I have a table of company data that links subsidiary to parent companies as shown in the left hand side table of the screenshot. I need to transform the data into the table on the right hand side of the screenshot. This requires tracing through the two columns of the table and making the link between individual rows.
So far the only thing I have tried is to join the table against itself recursively.. but I am thinking that some kind of tree structure here would make more sense? I.e. creating a branch of all connected companies with the 'ultimate parent company' as the trunk?

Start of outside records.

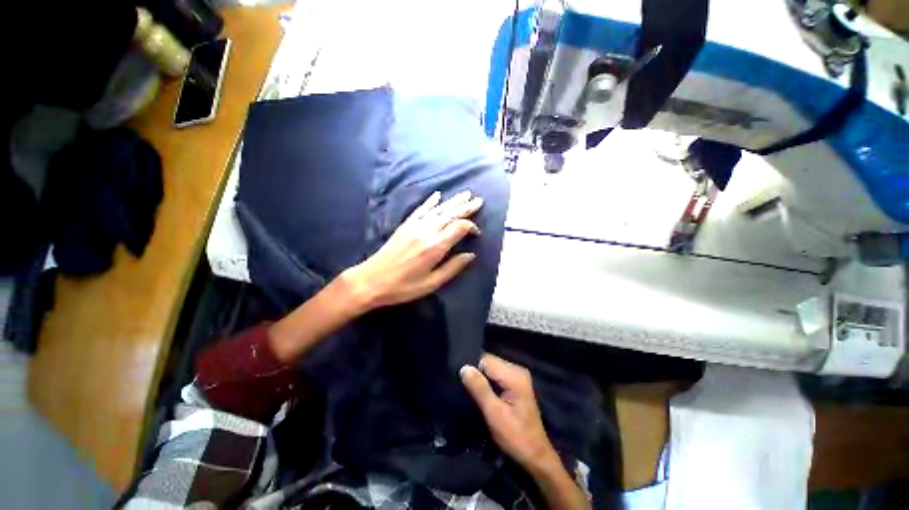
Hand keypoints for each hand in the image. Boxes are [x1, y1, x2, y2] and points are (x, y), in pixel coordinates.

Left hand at [342, 190, 482, 310]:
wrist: (371, 280)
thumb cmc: (403, 287)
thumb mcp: (431, 283)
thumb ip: (453, 267)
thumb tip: (470, 255)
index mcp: (435, 246)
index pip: (459, 228)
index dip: (471, 227)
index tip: (477, 233)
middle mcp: (427, 231)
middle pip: (450, 214)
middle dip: (466, 207)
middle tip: (479, 201)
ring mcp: (414, 226)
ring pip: (438, 209)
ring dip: (453, 201)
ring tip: (466, 194)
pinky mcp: (405, 225)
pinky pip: (421, 209)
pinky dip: (430, 202)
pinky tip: (438, 195)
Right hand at [460, 353, 558, 470]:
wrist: (536, 456)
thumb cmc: (515, 437)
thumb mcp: (494, 413)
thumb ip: (479, 388)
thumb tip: (464, 367)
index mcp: (514, 375)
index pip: (486, 360)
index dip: (472, 368)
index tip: (461, 381)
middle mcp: (517, 370)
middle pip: (489, 362)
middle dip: (476, 372)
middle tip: (466, 389)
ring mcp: (517, 376)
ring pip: (491, 368)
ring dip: (481, 378)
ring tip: (471, 391)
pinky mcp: (515, 383)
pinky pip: (496, 375)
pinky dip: (487, 382)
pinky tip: (482, 393)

These concepts are new to me so appreciate any input
Reproducible input:
df = pd.DataFrame({'Subsidiary Company': ['Company B', 'Company C', 'Company D', 'Company 2', 'Company 3'],
'Parent Company': ['Company A', 'Company B', 'Company C', 'Company 1', 'Company 2']})
You can use networkx
to form a directed graph, then loop over the paths with all_simple_paths
:
import numpy as np
import networkx as nx
# create the directed graph
G = nx.from_pandas_edgelist(df, source='Subsidiary Company',
target='Parent Company',
create_using=nx.DiGraph)
# find roots (final level companies)
roots = {v for v, d in G.in_degree() if d == 0}
# {'Company 3', 'Company D'}
# find leaves (ultimate parents)
leaves = {v for v, d in G.out_degree() if d == 0}
# {'Company 1', 'Company A'}
# function to rename the columns
# 0 is the subsidiary company
# inf is the ultimate parent
# other numbers are intermediates
def renamer(x):
if x == 0:
return 'Subsidiary Company'
if np.isfinite(x):
return f'Intermediate Parent Company {int(x)}'
return 'Ultimate Parent Company'
# find the connected nodes
# the roots/leaves for each group
# iterate over the paths between each root/node combination
# create the sliding paths (with range)
# convert to DataFrame
out = (
pd.DataFrame(
[
dict(enumerate(p[i-1:-1])) | {float('inf'): p[-1]}
for c in nx.weakly_connected_components(G)
for r in c & roots
for l in c & leaves
for p in nx.all_simple_paths(G, r, l)
for i in range(len(p)-1, 0, -1)
]
)
.sort_index(axis=1)
.rename(columns=renamer)
)
Output:
Subsidiary Company Intermediate Parent Company 1 Intermediate Parent Company 2 Ultimate Parent Company
0 Company B NaN NaN Company A
1 Company C Company B NaN Company A
2 Company D Company C Company B Company A
3 Company 2 NaN NaN Company 1
4 Company 3 Company 2 NaN Company 1